Filter the records below and copy every line containing the word "than".
* * * * *
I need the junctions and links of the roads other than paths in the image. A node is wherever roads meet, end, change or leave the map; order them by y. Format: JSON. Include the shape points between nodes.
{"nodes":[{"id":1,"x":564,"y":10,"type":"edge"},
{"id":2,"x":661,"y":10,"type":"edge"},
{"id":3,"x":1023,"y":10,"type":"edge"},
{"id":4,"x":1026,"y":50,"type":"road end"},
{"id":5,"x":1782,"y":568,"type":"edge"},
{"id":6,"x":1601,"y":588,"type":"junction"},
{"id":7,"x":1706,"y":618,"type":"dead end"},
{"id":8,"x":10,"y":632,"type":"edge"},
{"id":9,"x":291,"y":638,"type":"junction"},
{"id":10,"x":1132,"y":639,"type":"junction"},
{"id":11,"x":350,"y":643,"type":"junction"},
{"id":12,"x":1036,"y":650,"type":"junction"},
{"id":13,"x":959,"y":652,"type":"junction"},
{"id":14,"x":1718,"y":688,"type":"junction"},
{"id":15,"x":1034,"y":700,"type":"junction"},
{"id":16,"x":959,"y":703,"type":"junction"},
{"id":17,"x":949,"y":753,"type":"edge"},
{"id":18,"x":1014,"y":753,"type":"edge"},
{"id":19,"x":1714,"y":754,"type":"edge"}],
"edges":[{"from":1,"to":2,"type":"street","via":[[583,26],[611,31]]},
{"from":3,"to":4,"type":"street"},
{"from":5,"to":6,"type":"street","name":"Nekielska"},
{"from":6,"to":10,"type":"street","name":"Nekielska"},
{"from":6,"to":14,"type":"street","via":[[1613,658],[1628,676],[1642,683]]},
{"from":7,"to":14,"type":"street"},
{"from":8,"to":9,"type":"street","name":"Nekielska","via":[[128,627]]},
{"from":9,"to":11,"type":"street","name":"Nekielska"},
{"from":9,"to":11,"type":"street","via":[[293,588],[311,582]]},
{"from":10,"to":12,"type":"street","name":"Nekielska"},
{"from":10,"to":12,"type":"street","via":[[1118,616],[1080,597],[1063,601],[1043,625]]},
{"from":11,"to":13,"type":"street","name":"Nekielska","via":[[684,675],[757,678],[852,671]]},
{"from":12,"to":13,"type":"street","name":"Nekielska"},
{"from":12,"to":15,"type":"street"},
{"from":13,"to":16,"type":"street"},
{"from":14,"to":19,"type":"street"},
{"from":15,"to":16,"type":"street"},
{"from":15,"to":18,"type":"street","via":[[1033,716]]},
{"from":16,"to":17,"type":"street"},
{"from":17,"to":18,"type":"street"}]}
* * * * *
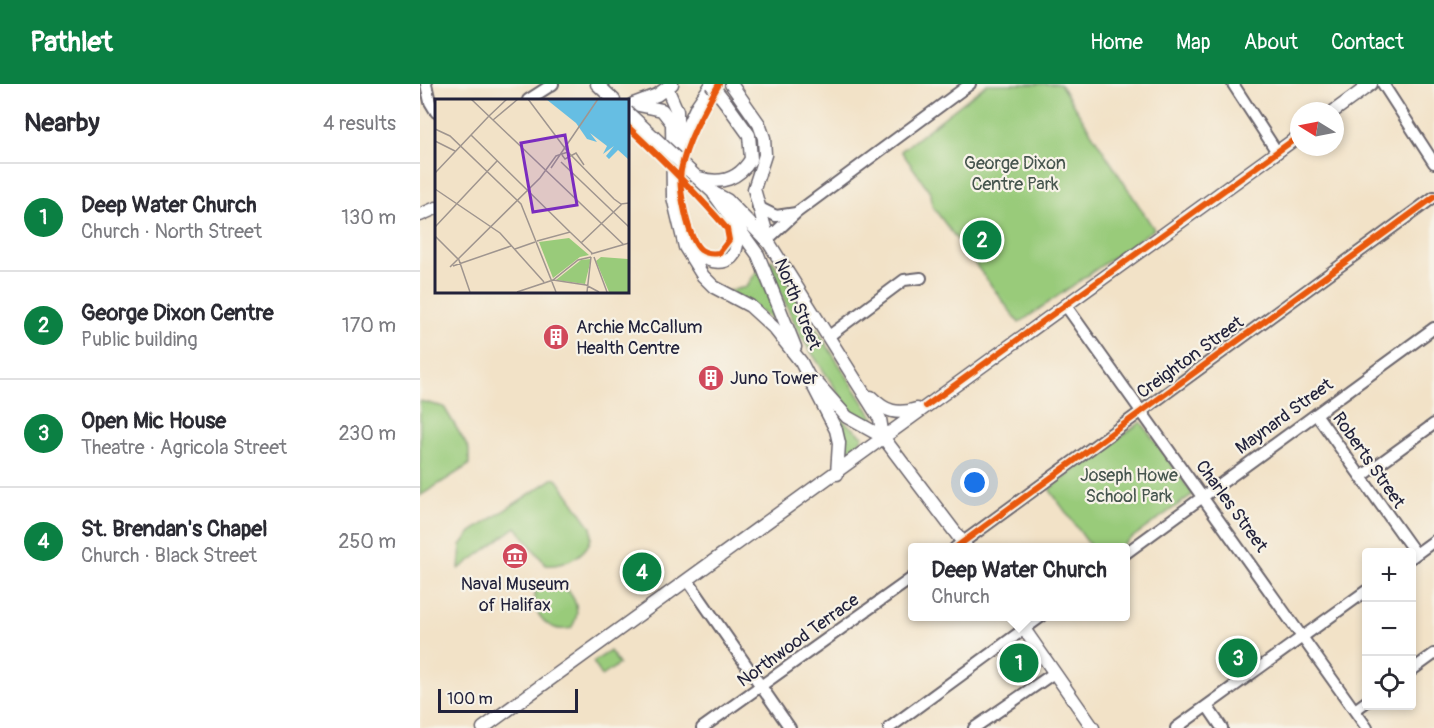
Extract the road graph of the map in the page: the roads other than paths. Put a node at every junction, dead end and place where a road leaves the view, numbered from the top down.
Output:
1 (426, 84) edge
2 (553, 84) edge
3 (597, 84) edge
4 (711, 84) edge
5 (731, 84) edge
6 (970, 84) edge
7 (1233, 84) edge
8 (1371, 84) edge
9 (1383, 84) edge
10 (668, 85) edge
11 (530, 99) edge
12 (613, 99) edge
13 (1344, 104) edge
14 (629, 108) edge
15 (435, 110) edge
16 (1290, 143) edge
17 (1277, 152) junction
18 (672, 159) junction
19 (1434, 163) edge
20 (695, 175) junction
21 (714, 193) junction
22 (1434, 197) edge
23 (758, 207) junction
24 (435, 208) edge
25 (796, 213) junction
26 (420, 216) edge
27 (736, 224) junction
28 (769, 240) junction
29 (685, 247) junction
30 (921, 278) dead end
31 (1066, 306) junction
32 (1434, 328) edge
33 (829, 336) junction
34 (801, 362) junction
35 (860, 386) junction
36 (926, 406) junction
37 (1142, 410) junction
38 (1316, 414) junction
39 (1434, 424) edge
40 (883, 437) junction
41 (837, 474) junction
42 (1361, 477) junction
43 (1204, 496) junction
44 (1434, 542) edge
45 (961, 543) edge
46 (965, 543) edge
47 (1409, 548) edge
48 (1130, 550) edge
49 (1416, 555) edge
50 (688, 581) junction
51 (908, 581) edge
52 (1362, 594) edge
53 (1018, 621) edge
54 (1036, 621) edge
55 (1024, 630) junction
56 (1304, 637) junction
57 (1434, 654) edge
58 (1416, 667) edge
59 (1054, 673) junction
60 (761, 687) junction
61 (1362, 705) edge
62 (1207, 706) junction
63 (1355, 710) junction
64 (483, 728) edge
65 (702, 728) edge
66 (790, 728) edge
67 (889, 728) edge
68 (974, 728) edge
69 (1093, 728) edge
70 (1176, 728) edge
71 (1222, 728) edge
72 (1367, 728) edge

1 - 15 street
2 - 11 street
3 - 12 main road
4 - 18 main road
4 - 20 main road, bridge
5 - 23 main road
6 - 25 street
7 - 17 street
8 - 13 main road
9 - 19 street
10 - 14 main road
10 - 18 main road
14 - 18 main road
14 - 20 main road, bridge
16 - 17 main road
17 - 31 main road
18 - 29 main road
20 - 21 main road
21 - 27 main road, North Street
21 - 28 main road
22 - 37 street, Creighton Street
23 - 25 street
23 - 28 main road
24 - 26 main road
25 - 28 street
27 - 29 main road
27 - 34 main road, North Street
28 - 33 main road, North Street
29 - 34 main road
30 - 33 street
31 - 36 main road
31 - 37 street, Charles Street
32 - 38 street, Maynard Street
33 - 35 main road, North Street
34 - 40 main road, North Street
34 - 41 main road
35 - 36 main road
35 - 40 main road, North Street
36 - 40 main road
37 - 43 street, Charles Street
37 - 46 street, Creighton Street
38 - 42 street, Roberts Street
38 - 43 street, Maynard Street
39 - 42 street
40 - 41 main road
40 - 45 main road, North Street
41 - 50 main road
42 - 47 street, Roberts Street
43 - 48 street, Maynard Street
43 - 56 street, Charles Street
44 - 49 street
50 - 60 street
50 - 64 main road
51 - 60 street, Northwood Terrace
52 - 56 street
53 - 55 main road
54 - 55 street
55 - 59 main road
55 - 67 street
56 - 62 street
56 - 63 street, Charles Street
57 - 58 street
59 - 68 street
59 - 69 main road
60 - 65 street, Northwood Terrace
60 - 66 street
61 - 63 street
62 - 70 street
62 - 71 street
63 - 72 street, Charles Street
* * * * *
Your solution —
I need the junctions and links of the roads other than paths in the image. A node is wherever roads meet, end, change or leave the map; order them by y. Format: JSON. Include the shape points between nodes.
Extract the road graph of the map in the page: the roads other than paths. Put a node at every junction, dead end and place where a road leaves the view, numbered from the top down.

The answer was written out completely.